Ahora bien, entonces: ¿Cómo se cura un sujeto del amor al padre? La propuesta que ofrece el psicoanálisis es que un sujeto se cura en principio vía el amor al psicoanalista. La tentación de pensar el amor al psicoanalista como un amor artificial, por las características propias del dispositivo analítico, no es menos auténtica que la transferencia tal como la pensó Freud, por ejemplo, en las “Puntualizaciones sobre el amor de transferencia”: “No hay ningún derecho a negar el carácter de amor `genuino´ al enamoramiento que sobreviene dentro del tratamiento analítico” [5] . Entonces, ¿qué diferencia el amor “normal” –así lo califica Freud mismo- del amor de transferencia? Se trata de que el psicoanalista asuma la transferencia, que detenta un poder, a condición de no servirse de él. No hay que olvidar que el amor de transferencia se sirve de la resistencia, pero al mismo tiempo es motor de la cura, ya que: “Consentir la apetencia amorosa de la paciente es entonces tan funesto para el análisis como sofocarla” [6] [7] . Es el psicoanalista a partir de su respuesta lo que diferencia el amor de transferencia de cualquier otro amor: el psicoanalista y su regla de abstinencia respecto de la demanda sustentada en el discurso del analizante, y el amor que ese discurso animará. La ética del psicoanalista respecto del amor de transferencia implica la responsabilidad de su lugar en tanto oyente, del que el emisor recibirá su propio mensaje en forma invertida, y la distancia oportuna que el analista tendrá respecto de cualquier incitación sugestiva.
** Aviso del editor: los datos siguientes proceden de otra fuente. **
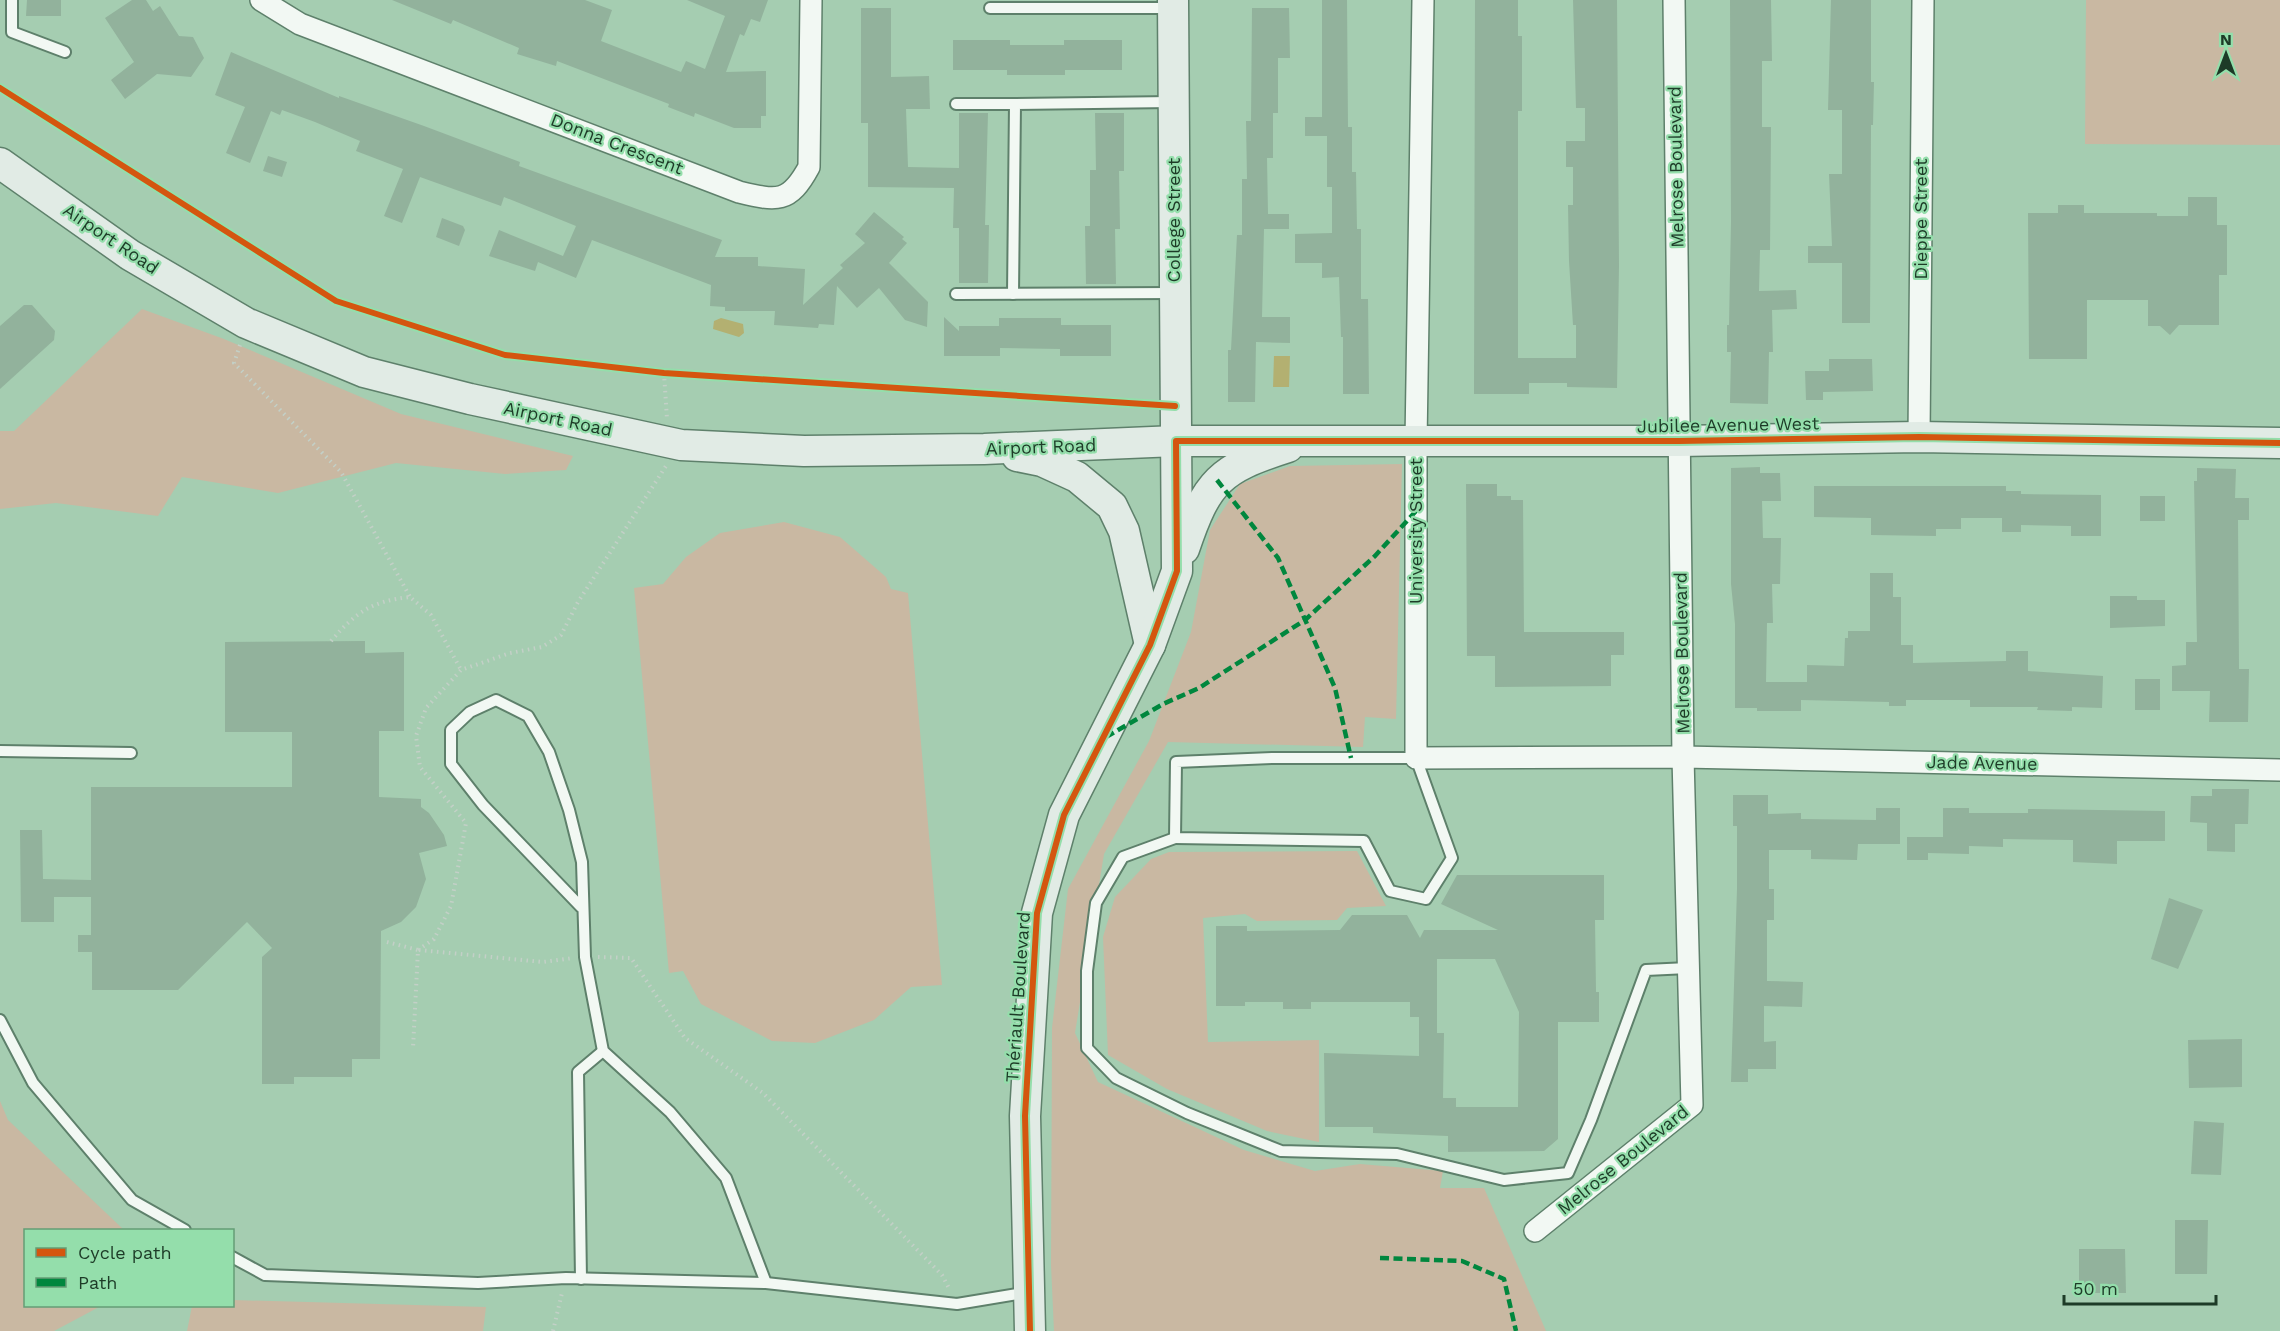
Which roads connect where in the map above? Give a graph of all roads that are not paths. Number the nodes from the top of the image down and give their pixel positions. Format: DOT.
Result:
graph roads {
  1 [pos="12,0"];
  2 [pos="261,0"];
  3 [pos="812,0"];
  4 [pos="1423,0"];
  5 [pos="1674,0"];
  6 [pos="1923,0"];
  7 [pos="1173,4"];
  8 [pos="990,8"];
  9 [pos="65,52"];
  10 [pos="1173,102"];
  11 [pos="956,104"];
  12 [pos="1014,104"];
  13 [pos="0,163"];
  14 [pos="1175,293"];
  15 [pos="956,294"];
  16 [pos="1013,294"];
  17 [pos="1919,437"];
  18 [pos="1314,439"];
  19 [pos="1176,441"];
  20 [pos="1679,441"];
  21 [pos="1416,442"];
  22 [pos="2280,443"];
  23 [pos="984,450"];
  24 [pos="1177,571"];
  25 [pos="1150,645"];
  26 [pos="0,751"];
  27 [pos="131,753"];
  28 [pos="1683,757"];
  29 [pos="1416,758"];
  30 [pos="2280,770"];
  31 [pos="1175,838"];
  32 [pos="581,907"];
  33 [pos="1688,968"];
  34 [pos="0,1020"];
  35 [pos="603,1052"];
  36 [pos="183,1229"];
  37 [pos="1535,1231"];
  38 [pos="234,1258"];
  39 [pos="581,1278"];
  40 [pos="766,1283"];
  41 [pos="1029,1292"];
  42 [pos="1030,1331"];
  1 -- 9 [label="lane"];
  2 -- 3 [label="street, Donna Crescent"];
  4 -- 21 [label="street, University Street"];
  5 -- 20 [label="street, Melrose Boulevard"];
  6 -- 17 [label="street, Dieppe Street"];
  7 -- 8 [label="lane"];
  7 -- 10 [label="main road, College Street"];
  10 -- 12 [label="lane"];
  10 -- 14 [label="main road, College Street"];
  11 -- 12 [label="lane"];
  12 -- 16 [label="lane"];
  13 -- 23 [label="main road, Airport Road"];
  14 -- 16 [label="lane"];
  14 -- 19 [label="main road, College Street"];
  15 -- 16 [label="lane"];
  17 -- 20 [label="main road, Jubilee Avenue West"];
  17 -- 22 [label="main road, Jubilee Avenue West"];
  18 -- 19 [label="main road, Jubilee Avenue West"];
  18 -- 21 [label="main road, Jubilee Avenue West"];
  18 -- 24 [label="main road"];
  19 -- 23 [label="main road, Airport Road"];
  19 -- 24 [label="main road, Thériault Boulevard"];
  20 -- 21 [label="main road, Jubilee Avenue West"];
  20 -- 28 [label="street, Melrose Boulevard"];
  21 -- 29 [label="street, University Street"];
  23 -- 25 [label="main road"];
  24 -- 25 [label="main road, Thériault Boulevard"];
  25 -- 41 [label="main road, Thériault Boulevard"];
  26 -- 27 [label="lane"];
  28 -- 29 [label="street"];
  28 -- 30 [label="street, Jade Avenue"];
  28 -- 33 [label="street, Melrose Boulevard"];
  29 -- 31 [label="lane"];
  29 -- 31 [label="lane"];
  31 -- 33 [label="lane"];
  32 -- 32 [label="lane"];
  32 -- 35 [label="lane"];
  33 -- 37 [label="street, Melrose Boulevard"];
  34 -- 36 [label="lane"];
  35 -- 39 [label="lane"];
  35 -- 40 [label="lane"];
  38 -- 39 [label="lane"];
  39 -- 40 [label="lane"];
  40 -- 41 [label="lane"];
  41 -- 42 [label="main road, Thériault Boulevard"];
}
El analista tendrá que “dejar subsistir en el enfermo necesidad y añoranza como unas fuerzas pulsionantes del trabajo y la alteración, y guardarse de apaciguarlas mediante subrogados” [8]

.

El amor al psicoanalista, sin embargo, es un amor del que el sujeto también tendrá que curarse, eventualmente. Si este amor es un precipitado inevitable del dispositivo analítico, no por ello deja de no ser el fin del análisis. Según Freud: “para el analista queda excluido el ceder. Por alto que él tase el amor, tiene que valorar más su oportunidad de elevar a la paciente sobre un estadio decisivo de su vida” [9] . Más allá de ese amor se encuentra la posibilidad de un sujeto de encontrarse con la roca base de su castración [10], que es lo que permitirá la acentuación de su deseo, promisoriamente: un deseo en acto.



1 Freud, S. y Freud, A., Correspondencia 1904-1938, Tomo 1, Editorial Paidos, 2016  2  Ibid.
2 Ibid.
3 Ibid.
4 Véase por ejemplo: “De una cuestión preliminar a todo tratamiento posible de la psicosis” en Escritos 2, Siglo XXI Ediciones.
5 Lacan, J. “El Seminario. 23. El sinthome”, clase del 13 de Abril de 1976. Editorial Paidos.
6 Freud, S. “Puntualizaciones sobre el amor de transferencia”, en Obras Completas, Tomo XII, Amorrortu Editores.
7 Ibid.
8 Ibid.
9 Ibid
10
Freud, S. “Análisis terminable e interminable”, en Obras Completas, Tomo XXIII, Amorrortu Editores.